Even this didn’t lift his mood. He picked up his fork and began trying to eat, though he had no appetite. He stared at her, mute. I have no good news for you, Verity.

“Where has thee been, Matthew?” She betrayed her nervousness by starting to pleat the red-and-white-checked tablecloth.

He closed his eyes. The weight of powerlessness was nearly crushing the breath from him. After four years of blood and horror, the active war had ended, replaced by a guerrilla war of hard-eyed resistance. That’s what Cates and Wolford were fighting.

He’d tried to hold back the sadness that had begun earlier when he’d spoken with Dace. Despair from their brief, harsh exchange had washed over him in wave after relentless wave. They were set on opposite sides just as they had been since the day the good people of Fiddlers Grove had thrown rocks through the windows of his parents’ house. In his mind, he heard again the shattering glass, flying, crashing.

“Matthew,” Verity said, touching his sleeve, “those two men said I must not let the white children come to school. But I don’t know how to do that. If I send the white children away, it will be a betrayal of everything I believe to be right and just.”

Her words didn’t surprise him. He chewed mechanically. She wasn’t the kind of woman to give up, even if peace were something she could never achieve in Virginia. He looked past her, out the dark window.

She tilted her head so she could keep eye contact with him. “In the letter of the law, Mr. Wolford and Mr. Cates are probably right. I was sent here to educate freed slaves and their children. But what happened here was different and special. All over the South, there are lynchings, riots, terrible things happening.” Her voice became impassioned. “Here in Fiddlers Grove, we have relative calm. And black children and white children are attending the same school, the school thy cousin told me would be burned down. What we have done here is what should be done all over the South. And they want me to end it. I can’t do that. I won’t.”

He swallowed and looked her in the eye. “If you refuse to do what they say, they will fire you. And then they’ll dismiss the white children themselves.” He heard his words, stark and harsh. But it’s the truth. We can’t avoid the truth, Verity.

She twisted his sleeve. “Can’t thee think of anything I can do to stop those two men from doing this?”

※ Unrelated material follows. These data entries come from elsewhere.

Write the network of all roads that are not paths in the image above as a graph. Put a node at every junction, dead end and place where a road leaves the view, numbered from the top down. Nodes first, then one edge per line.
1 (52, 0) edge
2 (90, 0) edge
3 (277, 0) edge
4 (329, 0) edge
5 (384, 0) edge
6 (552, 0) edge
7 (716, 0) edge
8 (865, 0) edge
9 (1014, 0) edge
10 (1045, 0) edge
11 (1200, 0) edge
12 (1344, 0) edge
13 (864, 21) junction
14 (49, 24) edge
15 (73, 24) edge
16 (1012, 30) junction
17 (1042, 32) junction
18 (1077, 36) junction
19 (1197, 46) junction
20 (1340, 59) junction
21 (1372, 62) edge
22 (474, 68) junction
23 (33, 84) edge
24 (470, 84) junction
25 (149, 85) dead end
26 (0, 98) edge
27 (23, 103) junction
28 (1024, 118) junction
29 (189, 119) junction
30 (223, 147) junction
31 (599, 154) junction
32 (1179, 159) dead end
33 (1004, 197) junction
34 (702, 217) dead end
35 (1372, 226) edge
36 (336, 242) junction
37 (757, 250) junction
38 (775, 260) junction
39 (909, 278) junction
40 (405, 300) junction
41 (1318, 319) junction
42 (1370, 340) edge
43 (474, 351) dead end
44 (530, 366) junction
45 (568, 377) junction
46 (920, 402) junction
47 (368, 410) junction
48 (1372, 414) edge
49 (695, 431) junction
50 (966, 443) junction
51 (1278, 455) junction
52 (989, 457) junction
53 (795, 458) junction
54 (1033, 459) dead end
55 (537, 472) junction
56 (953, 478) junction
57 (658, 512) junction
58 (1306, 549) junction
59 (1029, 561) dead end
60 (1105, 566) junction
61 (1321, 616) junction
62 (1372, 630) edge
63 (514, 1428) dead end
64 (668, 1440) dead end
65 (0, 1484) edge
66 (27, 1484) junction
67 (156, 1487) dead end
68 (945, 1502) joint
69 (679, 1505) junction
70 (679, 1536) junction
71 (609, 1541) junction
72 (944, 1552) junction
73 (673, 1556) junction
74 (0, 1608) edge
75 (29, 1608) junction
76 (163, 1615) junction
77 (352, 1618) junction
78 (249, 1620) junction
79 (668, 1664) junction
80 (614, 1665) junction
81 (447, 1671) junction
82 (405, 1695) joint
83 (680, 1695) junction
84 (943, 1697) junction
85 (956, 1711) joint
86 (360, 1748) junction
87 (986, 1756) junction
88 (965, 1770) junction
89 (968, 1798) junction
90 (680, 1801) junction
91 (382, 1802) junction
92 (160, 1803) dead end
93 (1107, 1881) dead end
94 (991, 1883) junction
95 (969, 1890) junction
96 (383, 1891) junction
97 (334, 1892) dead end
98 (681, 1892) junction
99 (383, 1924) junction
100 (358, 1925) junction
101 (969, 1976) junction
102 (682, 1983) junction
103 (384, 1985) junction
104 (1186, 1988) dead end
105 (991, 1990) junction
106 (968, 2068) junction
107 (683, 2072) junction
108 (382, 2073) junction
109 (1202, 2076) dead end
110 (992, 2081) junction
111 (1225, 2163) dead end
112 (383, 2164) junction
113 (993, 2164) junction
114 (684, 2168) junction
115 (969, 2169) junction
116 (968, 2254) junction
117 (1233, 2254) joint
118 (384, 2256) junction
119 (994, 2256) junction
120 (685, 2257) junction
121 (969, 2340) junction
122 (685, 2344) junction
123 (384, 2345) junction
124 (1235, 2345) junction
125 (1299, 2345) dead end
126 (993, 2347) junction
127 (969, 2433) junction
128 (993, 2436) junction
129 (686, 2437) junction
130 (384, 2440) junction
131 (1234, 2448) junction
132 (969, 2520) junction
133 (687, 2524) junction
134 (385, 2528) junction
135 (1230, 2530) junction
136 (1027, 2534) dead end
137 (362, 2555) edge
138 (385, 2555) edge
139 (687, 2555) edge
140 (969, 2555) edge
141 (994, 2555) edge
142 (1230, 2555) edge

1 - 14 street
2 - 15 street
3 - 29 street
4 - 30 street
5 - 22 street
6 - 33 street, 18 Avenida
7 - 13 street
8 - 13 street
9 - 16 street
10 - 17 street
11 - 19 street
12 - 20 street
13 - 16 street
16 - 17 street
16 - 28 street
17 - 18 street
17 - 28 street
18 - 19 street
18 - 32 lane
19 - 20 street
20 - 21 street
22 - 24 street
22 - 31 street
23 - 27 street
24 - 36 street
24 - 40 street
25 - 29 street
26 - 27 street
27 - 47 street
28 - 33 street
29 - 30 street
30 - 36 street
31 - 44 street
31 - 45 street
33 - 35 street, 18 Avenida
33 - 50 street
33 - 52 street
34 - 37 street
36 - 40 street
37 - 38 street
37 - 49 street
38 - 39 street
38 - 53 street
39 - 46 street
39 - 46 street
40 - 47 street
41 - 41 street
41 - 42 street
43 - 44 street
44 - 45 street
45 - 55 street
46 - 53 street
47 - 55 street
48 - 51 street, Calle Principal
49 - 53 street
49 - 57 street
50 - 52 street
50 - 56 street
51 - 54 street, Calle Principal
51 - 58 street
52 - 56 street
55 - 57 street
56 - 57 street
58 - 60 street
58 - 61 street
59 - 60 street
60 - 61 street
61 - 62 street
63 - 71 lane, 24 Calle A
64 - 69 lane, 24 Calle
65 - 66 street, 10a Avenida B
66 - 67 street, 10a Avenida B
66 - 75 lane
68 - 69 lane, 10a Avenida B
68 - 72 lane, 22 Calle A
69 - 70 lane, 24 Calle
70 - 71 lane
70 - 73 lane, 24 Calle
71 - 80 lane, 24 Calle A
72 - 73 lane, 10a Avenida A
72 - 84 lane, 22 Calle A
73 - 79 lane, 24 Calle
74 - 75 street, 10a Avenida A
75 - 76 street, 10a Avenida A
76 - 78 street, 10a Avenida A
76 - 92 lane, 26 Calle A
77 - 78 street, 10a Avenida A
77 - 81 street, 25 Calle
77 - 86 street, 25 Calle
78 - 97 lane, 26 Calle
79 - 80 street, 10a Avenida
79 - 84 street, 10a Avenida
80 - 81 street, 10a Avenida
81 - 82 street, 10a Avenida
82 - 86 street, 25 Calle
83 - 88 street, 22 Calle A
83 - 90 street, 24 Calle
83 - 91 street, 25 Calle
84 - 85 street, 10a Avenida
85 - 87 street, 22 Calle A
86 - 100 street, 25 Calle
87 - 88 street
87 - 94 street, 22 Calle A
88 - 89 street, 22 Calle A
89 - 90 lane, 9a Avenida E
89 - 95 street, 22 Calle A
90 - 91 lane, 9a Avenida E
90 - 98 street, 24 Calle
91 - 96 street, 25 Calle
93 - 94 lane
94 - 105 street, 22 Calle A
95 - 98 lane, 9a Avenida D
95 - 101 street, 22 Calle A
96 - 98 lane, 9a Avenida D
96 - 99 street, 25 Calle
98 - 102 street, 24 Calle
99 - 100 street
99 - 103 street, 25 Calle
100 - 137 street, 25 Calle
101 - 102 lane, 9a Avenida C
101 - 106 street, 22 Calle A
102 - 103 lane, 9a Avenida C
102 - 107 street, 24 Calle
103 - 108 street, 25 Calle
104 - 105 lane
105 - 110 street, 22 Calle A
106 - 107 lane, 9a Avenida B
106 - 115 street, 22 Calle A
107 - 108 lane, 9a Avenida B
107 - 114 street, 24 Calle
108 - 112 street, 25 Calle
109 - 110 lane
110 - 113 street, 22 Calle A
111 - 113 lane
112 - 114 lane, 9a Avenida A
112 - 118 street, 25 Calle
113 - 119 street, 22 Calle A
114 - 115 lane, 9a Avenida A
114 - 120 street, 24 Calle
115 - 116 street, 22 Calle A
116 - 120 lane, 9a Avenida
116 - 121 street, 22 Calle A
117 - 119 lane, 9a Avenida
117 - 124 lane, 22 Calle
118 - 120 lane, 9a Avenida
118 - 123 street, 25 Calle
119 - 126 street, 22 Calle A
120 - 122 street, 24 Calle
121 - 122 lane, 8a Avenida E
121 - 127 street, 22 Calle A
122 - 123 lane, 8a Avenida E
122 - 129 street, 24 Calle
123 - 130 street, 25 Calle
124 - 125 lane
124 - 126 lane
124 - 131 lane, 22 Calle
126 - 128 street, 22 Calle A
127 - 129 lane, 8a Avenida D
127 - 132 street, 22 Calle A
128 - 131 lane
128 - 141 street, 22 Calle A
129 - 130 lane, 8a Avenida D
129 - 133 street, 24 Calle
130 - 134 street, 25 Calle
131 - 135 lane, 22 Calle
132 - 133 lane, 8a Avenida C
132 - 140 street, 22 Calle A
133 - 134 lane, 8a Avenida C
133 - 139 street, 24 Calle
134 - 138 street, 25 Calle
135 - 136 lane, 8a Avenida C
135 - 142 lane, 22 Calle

His fork stopped in midair. “No. There is nothing you can do. Sometimes problems are too big to do anything about.” You’re a grown woman. Didn’t you see this coming?

“How can you say such a thing, Matthew?” she pleaded.

And then the words that he’d held back for years came pouring out. “When I was twelve, the issue of slave states versus free states spilled over into local politics. A free black man had been captured by roaming slave-catchers. And even though there were witnesses who knew he was free, he’d been forced back into slavery in this county. My father was a lawyer and he gathered the evidence, took the local planter who held this free man as a slave to court and the man was set free.

“Two days later, a mob came at night. They were wearing cloth bags with eyeholes over their heads. They broke all the windows in my parents’ house, set the barn on fire and shouted death threats.” He looked into Verity’s eyes, now shining with tears.

“We packed and left the next day.” He put down his fork. The old outrage pushed him up out of the chair. He snatched up his things and walked out into the cold night. Some things just can’t be fixed, and this place will never be home again.